Schoolies: Twice as many girls treated for drunkenness
FEMALE Schoolies are twice as a likely as men to require medical attention for intoxication paramedics on the Gold Coast have revealed.
QAS Senior Operations Supervisor Justin Payne said paramedics treated about 60 Schoolies on Saturday and about 95 on Sunday night at the medical tent set up at Surfers Paradise.
"Our numbers so far have been fairly similar to the previous years ... We're actually finding that there's actually still a large amount of intoxicatio n occurring within the Schoolies precinct, but that's generally what we expect to see.
"Interestingly we've noticed that on both evenings so far that the number of female patients that we've had have doubled the number of male patients, which is a little bit concerning," he said.

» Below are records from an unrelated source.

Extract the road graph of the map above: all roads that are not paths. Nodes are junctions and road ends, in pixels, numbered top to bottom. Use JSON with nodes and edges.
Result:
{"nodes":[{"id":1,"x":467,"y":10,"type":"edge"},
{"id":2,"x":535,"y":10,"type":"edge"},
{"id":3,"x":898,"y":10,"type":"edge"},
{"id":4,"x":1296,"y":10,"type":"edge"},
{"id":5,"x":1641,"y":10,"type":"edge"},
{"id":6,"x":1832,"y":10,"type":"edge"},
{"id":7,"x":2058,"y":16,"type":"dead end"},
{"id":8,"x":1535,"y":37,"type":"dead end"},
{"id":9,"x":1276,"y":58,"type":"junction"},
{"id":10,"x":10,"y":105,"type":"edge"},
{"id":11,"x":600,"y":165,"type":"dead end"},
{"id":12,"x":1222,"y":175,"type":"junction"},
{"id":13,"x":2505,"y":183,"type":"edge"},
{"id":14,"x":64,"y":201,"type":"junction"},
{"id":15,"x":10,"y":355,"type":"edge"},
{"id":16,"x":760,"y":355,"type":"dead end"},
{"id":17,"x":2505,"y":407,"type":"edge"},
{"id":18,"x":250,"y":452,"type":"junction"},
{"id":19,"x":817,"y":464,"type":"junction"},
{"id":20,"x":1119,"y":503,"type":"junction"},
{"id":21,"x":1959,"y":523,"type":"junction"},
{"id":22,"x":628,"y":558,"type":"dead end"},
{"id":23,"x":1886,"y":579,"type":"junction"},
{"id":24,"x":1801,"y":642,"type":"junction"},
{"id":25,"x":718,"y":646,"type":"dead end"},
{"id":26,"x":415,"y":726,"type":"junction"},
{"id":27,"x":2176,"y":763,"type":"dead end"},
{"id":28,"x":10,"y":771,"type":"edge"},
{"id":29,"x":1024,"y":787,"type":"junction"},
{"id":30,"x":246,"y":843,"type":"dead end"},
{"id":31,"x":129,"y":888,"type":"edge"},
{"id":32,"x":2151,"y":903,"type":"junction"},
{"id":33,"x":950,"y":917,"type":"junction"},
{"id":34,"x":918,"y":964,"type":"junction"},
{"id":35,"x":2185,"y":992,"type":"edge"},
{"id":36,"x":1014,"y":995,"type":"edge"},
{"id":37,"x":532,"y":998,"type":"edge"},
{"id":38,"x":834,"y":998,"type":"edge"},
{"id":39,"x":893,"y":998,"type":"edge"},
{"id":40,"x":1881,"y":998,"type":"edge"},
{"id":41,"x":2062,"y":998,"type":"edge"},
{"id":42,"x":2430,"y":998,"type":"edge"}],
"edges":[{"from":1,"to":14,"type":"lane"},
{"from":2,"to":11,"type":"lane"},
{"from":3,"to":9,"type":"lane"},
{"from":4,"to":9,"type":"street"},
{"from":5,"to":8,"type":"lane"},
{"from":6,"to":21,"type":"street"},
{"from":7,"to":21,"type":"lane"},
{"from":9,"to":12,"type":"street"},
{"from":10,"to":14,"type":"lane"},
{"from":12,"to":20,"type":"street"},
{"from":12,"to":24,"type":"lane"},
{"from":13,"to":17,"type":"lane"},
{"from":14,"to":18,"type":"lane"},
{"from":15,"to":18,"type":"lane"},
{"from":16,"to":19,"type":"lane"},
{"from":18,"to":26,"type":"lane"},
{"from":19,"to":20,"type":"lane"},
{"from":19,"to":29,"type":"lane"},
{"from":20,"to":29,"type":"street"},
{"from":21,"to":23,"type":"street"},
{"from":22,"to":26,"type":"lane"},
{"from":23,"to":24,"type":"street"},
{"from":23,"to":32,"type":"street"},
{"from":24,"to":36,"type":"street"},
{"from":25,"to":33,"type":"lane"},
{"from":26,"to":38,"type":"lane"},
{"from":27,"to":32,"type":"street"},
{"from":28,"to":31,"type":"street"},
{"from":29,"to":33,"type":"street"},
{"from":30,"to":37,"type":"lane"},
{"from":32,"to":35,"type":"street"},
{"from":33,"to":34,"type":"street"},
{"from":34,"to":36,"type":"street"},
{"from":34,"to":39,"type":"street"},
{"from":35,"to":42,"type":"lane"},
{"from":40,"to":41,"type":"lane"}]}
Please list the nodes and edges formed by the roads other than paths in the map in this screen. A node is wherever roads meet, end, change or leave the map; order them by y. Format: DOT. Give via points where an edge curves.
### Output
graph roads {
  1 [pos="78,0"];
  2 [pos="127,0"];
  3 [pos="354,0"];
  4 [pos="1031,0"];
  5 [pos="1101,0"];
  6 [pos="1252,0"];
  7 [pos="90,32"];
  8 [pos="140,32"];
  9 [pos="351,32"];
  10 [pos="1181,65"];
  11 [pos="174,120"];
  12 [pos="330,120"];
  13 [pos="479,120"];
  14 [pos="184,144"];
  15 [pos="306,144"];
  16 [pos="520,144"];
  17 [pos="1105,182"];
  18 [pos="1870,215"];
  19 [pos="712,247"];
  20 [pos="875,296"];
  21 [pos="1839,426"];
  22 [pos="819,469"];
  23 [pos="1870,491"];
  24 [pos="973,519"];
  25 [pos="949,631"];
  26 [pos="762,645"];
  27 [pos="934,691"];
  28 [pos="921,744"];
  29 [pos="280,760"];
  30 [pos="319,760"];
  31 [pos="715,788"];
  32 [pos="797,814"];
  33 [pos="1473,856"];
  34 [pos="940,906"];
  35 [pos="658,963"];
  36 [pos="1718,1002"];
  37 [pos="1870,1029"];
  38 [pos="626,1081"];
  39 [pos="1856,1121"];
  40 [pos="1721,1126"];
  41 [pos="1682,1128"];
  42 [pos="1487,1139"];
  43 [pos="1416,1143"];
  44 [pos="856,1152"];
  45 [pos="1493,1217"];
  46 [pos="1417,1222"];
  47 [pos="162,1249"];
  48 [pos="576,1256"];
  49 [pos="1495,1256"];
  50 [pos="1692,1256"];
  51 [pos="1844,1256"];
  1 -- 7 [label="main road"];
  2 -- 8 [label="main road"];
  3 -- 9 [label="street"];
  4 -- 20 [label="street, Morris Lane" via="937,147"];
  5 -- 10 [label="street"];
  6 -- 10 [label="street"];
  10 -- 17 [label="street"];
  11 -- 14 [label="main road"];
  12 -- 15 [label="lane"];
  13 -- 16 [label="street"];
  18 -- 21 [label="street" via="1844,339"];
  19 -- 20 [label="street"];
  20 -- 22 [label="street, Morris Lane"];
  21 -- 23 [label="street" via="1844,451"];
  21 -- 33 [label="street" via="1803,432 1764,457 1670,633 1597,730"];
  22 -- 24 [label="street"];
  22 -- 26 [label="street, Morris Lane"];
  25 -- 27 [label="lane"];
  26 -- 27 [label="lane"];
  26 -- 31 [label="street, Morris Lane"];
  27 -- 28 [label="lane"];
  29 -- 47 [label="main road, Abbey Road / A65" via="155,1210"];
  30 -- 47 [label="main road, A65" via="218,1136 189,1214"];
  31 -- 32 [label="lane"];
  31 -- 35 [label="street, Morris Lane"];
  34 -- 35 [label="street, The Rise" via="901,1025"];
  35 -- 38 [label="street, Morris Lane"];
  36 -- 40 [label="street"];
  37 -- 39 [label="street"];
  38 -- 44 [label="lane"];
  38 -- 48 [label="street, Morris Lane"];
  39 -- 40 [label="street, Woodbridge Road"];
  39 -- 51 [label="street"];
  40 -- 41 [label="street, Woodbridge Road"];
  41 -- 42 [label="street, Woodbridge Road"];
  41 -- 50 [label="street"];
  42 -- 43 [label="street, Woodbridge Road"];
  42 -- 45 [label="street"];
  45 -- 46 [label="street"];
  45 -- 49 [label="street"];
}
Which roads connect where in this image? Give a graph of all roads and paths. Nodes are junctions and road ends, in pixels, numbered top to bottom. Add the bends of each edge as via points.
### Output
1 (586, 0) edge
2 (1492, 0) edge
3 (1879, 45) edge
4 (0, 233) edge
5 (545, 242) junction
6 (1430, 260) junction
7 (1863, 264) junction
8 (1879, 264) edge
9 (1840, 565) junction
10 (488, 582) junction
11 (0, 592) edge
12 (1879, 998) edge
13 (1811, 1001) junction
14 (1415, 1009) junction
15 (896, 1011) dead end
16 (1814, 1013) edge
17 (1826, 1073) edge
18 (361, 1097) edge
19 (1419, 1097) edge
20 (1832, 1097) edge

Mr Payne said he believed the larger number of female patients was because the teens were unfamiliar with their own limits.
"I still feel it's just a social situation that these school leavers are placing themselves in, in that they are indulging in these substances for the first time in a lot of cases and I think it's just not knowing their limits at this time.
"We are actually seeing that in a lot of the situations there still is actually a sober friend with these kids so really they are getting the message to be safe and watch your mates," he said.
Mr Payne said the majority of patients treated for the effects of illegal drugs had consumed MDMA.
"The drugs are a wide range ... probably the most common that we're dealing with is MDMA," he said.
He said most of the Schoolies treated for injuries were as a result of trips and sprains.
"The majority of our cases were accident based, there was a very small number of injuries that were alleged assaults. All that information if the school leavers requested was passed onto police for them to deal with," he said.
Inspector Bruce Kuhn said police are "very impressed" with the behaviour of the Schoolies cohort so far.
"I think the demographics, as I've said before, have changed a little bit and I don't think the young people these days have the intensity that they did a few years ago which is just fantastic," he said.
Last night Queensland police arrested 13 schoolies on 16 offences, seven of which were for drug possession.
"We won't tolerate anything to do with drugs and that makes up the majority of the offences we've detected but as far as behaviour goes the young adults have been fantastic and we've got no concerns at this stage.
"It's mainly possession and they are relatively minor offences in the big scheme of things but they are drug offences and we just won't tolerate that," Insp Kuhn said.
He said the types of drugs found on the teens varied.
"It's just a range of the drugs that are out there today and I guess it's no different to the late 60s when there was a range back then.
"So we just have to detect what we can and prevent those from getting to the young adults to the event," he said.
Police also issued eleven schoolies with liquor infringement notices on Sunday night.
Insp Kuhn said the non-school leavers, known as "Toolies" have not been a big issue for police so far.
"The offences that we have detected aren't that different to a normal weekend in Surfers Paradise, so considering the influx of young people during this event, we're pretty happy with how it's going so far," he said.
Police arrested ten non-schoolies on 12 charges, mostly relating to public nuisance and drug possession.
Insp Kuhn said police had no received any reports of Schoolies selling their wristbands to Toolies.
"(With) 22,000 people here I'm sure they're not all angels and I'm sure some of them will show their entrepreneurial skills and hopefully put it to better use in the future.
"Our response during the schoolies is to particularly look after the young people, there's security here, there's the Red Frogs, there's a range of police responses here so I think there's a pretty good model here to address any concerns we have for the young people regardless of what that may be," he said.
Chairman of the Schoolies advisory group Mark Reaburn said organisers receive anecdotal reports of wristbands being sold to non-school leavers "every year".
"There's no great surprise in that.
"Some kids might think they're entrepreneurs but you will see as the kids go into the hub they are required to life their right arm and that's where the wristbands are placed.
"If the kids have superglued or stapled, one tug on that ... and where we've had issues relating to wristbands being allegedly black marketed for want of a better word, if the kids are caught, or a wristband pops (off) they'll be thrown out," he said.
Mr Reaburn said organisers have issued 16,567 wristbands so far, which is on par with last years' attendance rates.
"There were some weather issues yesterday but nothing that really impedes on the enthusiasm of the kids."
Mr Reaburn said it was not "logistically possible" to record the names of every Schoolie given a wristband to mitigate potential fraudulent activity.
"If it was a 1000 kids (selling wristbands) potentially yes, but it's not fair to the kids to have them wait for two or three hours while we check every detail," he said.
"Inevitably when you have this many people, whether they're schoolies or non schoolies, there will be issues.
"If you want to be a fool, if you want to get arrested, if you want to break the law with the police presence that are here you can almost guarantee success when you come to schoolies," Mr Reaburn said.